Task prompt:
Return the count of lines in the records that include the string "Feet", and nothing besides it.

Collected data:

-------------------------

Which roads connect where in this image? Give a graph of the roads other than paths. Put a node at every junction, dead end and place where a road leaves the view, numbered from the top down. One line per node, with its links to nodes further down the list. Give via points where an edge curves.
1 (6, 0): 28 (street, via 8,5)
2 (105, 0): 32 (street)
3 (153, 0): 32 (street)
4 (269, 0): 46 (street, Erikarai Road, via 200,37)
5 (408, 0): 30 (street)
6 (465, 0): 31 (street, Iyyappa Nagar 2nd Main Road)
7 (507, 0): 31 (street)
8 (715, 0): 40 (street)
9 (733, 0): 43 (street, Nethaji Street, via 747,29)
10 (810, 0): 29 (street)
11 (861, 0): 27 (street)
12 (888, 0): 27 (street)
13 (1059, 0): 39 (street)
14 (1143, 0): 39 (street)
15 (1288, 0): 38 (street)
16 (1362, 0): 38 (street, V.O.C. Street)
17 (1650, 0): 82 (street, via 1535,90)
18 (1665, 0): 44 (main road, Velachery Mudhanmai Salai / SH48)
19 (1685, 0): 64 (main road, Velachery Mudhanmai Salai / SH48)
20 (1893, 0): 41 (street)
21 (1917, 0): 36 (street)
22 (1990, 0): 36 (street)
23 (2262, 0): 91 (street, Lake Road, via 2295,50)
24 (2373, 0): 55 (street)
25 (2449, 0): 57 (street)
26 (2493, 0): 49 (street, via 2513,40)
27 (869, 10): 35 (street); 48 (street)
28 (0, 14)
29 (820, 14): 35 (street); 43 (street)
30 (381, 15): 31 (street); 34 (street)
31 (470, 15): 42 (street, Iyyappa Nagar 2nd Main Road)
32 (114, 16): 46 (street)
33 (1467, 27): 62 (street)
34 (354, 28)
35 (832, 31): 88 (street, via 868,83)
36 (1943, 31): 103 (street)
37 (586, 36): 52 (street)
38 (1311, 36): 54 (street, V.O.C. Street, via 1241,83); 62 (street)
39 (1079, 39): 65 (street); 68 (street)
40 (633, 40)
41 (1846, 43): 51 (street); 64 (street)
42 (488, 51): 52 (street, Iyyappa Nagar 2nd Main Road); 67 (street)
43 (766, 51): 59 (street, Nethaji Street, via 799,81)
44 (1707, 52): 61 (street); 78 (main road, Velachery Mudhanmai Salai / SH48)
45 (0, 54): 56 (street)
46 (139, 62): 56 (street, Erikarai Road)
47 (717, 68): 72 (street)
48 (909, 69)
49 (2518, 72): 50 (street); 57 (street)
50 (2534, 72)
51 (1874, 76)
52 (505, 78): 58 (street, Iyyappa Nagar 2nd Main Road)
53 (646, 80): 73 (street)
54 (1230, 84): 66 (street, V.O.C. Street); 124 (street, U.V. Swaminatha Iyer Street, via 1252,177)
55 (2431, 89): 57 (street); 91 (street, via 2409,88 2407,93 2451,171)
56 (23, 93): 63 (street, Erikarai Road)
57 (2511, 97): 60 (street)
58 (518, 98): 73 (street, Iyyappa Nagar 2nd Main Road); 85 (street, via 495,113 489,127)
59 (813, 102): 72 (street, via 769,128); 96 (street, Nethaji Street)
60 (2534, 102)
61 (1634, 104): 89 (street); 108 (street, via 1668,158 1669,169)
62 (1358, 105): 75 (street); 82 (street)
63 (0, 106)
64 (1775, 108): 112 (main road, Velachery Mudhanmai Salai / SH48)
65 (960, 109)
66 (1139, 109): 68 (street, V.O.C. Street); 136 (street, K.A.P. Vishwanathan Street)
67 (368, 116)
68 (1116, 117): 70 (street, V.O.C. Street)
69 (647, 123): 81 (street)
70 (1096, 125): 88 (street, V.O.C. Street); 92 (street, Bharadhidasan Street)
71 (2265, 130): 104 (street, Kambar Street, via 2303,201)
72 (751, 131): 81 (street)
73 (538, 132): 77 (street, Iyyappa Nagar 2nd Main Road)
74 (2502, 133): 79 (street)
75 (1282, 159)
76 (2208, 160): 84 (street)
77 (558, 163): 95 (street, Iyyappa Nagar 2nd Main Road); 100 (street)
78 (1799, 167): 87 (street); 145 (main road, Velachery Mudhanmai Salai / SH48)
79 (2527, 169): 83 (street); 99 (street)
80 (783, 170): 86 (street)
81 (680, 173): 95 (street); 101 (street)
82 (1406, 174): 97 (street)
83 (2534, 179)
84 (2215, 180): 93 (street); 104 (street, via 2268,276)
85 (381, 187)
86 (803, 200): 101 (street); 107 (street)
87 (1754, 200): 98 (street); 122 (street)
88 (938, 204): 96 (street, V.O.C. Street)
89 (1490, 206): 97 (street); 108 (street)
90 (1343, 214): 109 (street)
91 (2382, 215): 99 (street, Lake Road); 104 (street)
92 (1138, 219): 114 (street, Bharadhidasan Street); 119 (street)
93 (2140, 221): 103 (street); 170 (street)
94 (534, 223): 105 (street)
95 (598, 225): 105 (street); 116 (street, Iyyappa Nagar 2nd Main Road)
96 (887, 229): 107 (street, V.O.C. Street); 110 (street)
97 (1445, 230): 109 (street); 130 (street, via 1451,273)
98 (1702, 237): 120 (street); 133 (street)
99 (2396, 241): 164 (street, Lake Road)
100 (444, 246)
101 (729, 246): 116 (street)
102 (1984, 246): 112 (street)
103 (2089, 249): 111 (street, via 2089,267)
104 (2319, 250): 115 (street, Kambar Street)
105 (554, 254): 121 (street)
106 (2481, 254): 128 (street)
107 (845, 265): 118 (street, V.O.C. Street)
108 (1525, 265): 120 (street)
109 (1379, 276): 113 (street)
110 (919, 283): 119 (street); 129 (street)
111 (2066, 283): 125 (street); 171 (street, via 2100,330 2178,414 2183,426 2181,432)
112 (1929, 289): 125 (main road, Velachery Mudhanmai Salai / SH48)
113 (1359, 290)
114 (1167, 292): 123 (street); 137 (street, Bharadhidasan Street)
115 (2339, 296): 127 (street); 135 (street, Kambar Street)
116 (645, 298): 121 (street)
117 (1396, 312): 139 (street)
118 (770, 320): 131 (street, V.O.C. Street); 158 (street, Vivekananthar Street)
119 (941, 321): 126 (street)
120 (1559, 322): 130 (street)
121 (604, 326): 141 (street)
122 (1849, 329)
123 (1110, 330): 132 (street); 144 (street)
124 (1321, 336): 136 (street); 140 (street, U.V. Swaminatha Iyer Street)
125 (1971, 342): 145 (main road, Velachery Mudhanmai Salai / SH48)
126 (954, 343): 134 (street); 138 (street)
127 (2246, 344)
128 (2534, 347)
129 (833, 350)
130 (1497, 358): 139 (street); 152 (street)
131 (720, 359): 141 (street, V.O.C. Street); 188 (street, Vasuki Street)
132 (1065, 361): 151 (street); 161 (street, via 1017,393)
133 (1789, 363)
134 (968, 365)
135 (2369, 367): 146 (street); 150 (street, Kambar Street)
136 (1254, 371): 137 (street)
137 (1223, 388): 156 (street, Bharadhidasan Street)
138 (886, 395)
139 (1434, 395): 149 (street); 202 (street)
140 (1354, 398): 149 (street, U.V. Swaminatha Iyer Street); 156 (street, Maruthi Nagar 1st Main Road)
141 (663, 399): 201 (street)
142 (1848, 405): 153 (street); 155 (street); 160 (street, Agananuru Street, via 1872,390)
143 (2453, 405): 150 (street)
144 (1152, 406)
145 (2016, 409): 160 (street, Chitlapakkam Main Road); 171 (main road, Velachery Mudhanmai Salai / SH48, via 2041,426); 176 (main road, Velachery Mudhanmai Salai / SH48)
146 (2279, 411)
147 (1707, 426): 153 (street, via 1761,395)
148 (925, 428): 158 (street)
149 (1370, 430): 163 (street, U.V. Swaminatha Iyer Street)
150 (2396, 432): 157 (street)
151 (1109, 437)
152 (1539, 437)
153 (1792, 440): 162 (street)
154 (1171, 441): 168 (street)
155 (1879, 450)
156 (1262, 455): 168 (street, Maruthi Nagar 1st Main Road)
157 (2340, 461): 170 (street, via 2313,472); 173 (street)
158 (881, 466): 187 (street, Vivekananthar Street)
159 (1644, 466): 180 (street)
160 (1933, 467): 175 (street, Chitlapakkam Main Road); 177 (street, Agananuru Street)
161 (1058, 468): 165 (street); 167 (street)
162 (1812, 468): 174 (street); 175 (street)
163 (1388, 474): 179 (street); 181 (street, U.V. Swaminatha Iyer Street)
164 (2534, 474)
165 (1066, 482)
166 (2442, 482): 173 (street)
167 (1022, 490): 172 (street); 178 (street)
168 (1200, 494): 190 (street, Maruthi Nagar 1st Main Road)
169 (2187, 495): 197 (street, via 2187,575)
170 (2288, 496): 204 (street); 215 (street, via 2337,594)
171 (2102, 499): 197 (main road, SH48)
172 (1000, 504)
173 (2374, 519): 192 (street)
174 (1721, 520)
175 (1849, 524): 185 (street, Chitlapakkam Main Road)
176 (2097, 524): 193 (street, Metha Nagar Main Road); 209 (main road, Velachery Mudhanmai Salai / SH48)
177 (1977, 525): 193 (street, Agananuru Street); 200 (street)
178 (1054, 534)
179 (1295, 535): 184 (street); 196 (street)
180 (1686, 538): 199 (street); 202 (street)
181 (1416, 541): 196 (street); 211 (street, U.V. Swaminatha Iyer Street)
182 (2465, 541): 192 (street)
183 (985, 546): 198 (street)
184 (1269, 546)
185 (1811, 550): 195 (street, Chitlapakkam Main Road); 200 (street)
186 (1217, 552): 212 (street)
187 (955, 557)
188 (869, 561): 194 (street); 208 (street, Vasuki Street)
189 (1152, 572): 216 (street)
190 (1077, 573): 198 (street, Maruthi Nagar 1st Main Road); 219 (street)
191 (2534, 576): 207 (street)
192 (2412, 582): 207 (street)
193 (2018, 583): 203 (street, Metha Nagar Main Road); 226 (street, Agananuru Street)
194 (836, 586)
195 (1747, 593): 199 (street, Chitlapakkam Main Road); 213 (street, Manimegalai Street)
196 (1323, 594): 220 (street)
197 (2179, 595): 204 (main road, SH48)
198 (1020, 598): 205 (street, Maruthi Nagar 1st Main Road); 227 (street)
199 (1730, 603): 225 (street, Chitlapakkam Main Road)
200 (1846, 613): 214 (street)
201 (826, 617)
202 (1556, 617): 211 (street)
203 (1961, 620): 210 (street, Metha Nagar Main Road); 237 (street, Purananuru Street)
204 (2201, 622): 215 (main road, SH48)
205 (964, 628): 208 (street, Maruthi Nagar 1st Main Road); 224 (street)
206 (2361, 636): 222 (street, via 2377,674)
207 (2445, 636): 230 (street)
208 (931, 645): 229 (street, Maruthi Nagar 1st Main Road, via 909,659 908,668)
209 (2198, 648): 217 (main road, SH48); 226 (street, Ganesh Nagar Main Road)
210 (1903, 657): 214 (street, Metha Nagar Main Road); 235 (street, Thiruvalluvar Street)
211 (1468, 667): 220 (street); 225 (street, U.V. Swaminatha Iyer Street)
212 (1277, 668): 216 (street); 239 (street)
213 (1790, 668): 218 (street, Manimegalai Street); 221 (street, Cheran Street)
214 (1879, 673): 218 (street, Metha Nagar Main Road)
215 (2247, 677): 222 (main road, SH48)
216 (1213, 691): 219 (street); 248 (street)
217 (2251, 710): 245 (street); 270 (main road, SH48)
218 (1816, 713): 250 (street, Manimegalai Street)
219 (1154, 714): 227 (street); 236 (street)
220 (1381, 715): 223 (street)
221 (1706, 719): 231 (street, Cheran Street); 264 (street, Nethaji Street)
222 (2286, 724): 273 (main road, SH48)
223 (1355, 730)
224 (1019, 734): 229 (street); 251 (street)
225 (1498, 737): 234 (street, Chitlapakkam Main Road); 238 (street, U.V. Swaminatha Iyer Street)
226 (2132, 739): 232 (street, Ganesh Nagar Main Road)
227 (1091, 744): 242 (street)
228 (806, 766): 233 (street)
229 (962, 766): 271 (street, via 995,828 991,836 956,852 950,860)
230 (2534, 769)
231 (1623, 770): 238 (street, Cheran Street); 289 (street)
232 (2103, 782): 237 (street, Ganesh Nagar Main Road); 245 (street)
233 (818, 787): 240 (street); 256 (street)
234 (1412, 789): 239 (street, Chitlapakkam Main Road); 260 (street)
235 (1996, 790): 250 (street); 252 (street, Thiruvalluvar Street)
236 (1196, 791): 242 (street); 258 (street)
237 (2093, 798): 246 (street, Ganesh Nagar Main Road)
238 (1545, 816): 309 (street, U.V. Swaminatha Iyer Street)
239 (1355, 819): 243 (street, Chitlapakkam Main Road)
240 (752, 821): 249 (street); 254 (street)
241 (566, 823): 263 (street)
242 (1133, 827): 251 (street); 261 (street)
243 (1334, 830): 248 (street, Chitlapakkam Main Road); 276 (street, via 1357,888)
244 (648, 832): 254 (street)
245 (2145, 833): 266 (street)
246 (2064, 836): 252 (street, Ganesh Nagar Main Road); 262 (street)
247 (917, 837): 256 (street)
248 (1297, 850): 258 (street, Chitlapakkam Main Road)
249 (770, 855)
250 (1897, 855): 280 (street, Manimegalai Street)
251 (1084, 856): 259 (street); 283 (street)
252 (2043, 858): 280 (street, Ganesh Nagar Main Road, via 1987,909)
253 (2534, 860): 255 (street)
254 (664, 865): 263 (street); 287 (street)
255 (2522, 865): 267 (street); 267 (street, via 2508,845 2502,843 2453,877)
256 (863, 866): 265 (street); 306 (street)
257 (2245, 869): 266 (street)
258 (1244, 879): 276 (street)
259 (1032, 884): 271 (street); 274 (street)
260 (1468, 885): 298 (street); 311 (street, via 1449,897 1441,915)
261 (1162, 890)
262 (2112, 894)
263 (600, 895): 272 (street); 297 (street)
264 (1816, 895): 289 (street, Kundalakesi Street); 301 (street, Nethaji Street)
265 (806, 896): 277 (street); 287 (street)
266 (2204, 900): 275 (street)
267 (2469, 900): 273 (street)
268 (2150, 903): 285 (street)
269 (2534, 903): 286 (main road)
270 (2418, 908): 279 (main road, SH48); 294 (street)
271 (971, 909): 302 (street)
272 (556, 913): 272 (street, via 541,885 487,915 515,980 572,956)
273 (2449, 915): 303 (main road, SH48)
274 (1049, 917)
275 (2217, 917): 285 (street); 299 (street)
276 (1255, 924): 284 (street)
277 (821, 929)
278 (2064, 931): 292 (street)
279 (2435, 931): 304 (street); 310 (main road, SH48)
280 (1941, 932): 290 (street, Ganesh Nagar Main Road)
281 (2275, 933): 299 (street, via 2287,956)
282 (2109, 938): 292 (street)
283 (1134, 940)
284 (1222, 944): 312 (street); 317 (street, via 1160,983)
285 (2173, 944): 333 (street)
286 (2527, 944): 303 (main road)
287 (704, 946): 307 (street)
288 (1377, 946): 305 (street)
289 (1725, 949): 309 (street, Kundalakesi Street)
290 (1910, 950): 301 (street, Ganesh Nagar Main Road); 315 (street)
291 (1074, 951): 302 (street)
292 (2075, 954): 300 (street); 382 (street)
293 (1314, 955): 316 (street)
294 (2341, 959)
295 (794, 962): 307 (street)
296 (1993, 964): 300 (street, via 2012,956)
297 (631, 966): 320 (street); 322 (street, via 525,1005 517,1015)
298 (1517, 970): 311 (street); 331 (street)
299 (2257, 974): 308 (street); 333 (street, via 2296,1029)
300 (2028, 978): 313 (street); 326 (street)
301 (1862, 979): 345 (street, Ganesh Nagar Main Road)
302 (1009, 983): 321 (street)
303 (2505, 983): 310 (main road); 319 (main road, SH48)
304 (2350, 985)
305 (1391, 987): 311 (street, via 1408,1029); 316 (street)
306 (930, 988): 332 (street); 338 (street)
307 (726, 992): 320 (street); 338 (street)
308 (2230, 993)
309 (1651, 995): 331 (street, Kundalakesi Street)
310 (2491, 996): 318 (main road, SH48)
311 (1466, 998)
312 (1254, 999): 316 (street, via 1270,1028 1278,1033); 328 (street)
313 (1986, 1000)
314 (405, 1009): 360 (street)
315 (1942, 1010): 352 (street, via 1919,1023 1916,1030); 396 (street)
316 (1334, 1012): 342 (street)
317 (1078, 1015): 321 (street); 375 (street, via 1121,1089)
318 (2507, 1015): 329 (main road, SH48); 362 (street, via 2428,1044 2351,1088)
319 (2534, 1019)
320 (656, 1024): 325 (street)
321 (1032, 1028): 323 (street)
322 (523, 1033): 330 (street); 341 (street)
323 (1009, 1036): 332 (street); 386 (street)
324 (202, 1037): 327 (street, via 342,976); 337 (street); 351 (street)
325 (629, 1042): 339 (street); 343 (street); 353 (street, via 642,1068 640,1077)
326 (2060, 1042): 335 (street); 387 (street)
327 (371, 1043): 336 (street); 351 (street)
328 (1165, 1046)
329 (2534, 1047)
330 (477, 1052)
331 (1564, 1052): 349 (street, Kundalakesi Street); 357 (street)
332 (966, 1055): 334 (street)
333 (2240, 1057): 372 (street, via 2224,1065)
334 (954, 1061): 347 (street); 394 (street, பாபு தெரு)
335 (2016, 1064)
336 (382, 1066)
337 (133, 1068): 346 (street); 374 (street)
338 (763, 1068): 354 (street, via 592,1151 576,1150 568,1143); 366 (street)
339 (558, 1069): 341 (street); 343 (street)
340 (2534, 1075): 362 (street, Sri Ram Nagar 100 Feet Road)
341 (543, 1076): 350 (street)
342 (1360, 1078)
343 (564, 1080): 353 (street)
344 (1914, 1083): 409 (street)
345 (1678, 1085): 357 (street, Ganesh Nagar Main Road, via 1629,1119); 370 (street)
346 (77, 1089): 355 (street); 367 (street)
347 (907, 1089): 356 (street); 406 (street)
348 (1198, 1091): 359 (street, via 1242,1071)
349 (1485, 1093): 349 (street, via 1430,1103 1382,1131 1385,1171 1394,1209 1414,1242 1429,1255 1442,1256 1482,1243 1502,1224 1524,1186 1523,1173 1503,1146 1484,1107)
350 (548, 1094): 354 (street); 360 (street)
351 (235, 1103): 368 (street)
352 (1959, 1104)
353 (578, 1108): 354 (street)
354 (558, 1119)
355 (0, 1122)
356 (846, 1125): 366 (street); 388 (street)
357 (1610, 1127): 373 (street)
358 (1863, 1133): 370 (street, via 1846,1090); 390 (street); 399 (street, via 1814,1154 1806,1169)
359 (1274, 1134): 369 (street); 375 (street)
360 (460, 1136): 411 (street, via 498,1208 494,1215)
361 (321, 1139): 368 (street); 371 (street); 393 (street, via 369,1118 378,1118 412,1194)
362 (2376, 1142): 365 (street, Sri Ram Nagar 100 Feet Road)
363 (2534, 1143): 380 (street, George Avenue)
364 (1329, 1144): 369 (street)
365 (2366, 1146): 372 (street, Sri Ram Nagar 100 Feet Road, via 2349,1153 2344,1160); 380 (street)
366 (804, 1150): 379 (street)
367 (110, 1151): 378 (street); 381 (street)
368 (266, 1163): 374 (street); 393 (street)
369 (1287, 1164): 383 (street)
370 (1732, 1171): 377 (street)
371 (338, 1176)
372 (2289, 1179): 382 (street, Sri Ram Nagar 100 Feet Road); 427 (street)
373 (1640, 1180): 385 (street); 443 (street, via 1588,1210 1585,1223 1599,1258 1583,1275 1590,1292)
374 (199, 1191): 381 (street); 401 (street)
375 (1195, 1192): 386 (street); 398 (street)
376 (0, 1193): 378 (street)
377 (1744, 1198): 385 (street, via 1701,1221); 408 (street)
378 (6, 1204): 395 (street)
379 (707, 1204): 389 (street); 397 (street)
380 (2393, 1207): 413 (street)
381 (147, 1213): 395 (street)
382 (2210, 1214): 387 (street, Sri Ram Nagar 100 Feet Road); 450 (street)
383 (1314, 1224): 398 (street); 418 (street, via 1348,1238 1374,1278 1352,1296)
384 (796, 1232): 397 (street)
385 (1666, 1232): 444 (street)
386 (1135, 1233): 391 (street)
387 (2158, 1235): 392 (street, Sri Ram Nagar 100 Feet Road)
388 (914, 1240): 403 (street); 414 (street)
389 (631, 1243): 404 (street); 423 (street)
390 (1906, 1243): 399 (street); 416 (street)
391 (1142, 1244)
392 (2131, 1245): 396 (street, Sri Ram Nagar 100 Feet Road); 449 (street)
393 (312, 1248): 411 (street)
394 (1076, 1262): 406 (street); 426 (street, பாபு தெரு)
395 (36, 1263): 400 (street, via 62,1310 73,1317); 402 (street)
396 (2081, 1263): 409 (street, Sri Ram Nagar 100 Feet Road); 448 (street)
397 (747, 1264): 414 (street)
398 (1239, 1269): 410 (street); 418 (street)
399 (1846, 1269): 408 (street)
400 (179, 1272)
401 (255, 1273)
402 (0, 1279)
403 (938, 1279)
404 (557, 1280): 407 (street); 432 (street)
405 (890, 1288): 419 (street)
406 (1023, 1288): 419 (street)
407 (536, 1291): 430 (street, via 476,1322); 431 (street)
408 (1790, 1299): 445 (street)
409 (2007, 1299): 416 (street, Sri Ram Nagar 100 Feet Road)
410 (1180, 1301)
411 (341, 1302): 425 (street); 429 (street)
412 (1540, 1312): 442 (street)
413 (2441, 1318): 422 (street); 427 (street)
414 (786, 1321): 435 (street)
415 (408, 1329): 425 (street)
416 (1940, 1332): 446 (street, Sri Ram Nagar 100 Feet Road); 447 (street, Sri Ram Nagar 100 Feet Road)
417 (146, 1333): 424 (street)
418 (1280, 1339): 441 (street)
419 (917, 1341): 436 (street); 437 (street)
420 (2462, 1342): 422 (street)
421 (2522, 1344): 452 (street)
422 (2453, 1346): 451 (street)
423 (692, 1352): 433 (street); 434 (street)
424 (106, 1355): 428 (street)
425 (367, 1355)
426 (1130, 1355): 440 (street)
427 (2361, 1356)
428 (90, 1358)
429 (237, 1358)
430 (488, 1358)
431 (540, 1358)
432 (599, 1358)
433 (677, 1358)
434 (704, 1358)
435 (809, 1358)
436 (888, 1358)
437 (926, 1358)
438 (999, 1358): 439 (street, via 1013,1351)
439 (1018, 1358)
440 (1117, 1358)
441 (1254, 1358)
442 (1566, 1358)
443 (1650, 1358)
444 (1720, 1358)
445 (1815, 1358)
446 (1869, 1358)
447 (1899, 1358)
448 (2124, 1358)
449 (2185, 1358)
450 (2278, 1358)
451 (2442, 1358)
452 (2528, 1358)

-------------------------

Written solution:
10